In my utility there were relays scattered about the grid that disconnect feeders, knocking out whole neighborhoods, at various stages of underfrequency. It was called "Load Shedding" , an attempt to quickly match load to available generation.

I saw this mentioned in a paper dlgoff linked. It gave typical mw/hz load shedding.

Our steam turbine would allow 2 minutes below 58 hz, then it disconnected itself to protect against blade resonance. So system had that long to get itself back in shape, ie load matched to available generation.

At 56.1 hz our reactor shut down to protect itself against low flow and that tripped the turbine.
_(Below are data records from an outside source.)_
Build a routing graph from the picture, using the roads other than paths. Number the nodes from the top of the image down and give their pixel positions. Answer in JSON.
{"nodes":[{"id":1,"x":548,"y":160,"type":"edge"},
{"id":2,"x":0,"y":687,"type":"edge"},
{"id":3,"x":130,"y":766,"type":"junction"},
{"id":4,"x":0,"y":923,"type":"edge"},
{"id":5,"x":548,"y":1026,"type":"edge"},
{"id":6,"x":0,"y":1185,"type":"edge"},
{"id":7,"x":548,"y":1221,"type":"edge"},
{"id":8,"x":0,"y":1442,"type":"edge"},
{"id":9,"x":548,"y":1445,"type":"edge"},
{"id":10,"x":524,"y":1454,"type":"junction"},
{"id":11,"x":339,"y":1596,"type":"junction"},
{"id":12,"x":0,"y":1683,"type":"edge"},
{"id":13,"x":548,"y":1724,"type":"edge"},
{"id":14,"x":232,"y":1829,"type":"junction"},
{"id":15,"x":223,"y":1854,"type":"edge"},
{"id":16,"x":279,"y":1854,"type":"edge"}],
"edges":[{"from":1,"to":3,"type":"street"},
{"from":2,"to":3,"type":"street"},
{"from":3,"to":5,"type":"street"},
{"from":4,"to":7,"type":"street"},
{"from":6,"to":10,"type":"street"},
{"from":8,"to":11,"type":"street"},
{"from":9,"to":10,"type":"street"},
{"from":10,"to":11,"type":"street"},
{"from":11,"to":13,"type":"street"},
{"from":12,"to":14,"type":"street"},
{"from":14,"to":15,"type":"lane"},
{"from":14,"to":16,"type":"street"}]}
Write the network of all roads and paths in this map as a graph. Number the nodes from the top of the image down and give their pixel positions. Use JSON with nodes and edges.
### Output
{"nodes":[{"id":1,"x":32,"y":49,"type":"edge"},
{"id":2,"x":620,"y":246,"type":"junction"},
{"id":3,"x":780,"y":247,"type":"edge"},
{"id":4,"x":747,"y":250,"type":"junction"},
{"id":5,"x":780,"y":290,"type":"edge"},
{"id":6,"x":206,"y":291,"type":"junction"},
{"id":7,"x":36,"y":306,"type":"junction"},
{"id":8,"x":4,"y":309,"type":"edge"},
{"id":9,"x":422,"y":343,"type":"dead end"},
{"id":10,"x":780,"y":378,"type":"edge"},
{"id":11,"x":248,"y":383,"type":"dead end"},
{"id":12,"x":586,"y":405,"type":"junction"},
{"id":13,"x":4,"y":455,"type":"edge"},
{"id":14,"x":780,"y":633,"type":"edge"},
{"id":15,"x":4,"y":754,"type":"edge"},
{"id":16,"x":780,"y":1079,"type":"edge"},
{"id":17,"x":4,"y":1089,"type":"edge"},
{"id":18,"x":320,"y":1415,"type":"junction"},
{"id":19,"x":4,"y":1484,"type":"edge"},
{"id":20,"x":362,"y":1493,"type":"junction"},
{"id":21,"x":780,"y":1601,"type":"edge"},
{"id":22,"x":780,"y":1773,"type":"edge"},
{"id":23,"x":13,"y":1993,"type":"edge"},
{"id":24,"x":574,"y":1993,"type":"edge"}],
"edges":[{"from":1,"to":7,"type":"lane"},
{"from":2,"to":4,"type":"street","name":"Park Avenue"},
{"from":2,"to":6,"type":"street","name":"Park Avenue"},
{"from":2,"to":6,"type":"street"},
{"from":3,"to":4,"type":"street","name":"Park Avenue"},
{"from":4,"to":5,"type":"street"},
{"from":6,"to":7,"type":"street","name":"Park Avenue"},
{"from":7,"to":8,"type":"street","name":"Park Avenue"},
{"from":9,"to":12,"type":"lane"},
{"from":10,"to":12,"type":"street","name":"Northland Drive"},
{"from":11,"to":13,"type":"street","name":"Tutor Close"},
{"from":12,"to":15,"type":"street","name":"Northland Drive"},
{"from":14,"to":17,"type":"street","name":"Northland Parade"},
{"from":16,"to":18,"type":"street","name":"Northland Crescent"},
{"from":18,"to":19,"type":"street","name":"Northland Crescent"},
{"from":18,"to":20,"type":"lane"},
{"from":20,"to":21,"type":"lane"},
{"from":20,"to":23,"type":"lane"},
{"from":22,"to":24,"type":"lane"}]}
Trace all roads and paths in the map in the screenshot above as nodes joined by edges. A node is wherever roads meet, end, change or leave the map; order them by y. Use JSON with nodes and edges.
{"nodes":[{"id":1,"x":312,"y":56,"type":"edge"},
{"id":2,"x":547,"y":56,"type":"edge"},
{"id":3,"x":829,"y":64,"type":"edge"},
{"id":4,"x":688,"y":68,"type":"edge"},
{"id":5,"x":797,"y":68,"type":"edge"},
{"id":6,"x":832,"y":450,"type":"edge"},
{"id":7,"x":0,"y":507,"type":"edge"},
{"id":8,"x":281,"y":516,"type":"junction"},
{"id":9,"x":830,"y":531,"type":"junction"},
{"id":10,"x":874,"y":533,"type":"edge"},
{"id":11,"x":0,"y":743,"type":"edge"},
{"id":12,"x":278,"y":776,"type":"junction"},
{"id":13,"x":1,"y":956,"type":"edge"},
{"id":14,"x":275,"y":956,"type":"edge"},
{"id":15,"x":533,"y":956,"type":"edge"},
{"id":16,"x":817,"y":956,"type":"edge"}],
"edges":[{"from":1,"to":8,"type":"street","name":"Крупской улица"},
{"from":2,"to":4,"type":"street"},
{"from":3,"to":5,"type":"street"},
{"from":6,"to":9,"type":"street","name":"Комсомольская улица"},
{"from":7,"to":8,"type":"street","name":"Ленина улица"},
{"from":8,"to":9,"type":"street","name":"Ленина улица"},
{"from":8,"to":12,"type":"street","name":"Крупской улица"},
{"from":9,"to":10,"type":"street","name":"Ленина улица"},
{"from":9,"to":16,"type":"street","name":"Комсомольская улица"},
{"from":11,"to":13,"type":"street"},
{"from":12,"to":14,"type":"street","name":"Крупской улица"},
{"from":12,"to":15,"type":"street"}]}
Once upon a time we had a system disturbance that left a big metropolitan area way short of generation. One of our turbines failed to disconnect on underfrequency signal. When it tried to supply the whole city by itself, its shaft snapped.

Hope that's some help.



I would like to somehow limit my speed drop to the let's say 4% or so.

You're getting the hang of this !

You'll have to match load to available generation. Add some load shedding relays.
The dynamics will be fascinating - you have an inertia term so you'll see a rate of frequency decay proportional to generation shortfall, you can shed load in chunks according to that rate.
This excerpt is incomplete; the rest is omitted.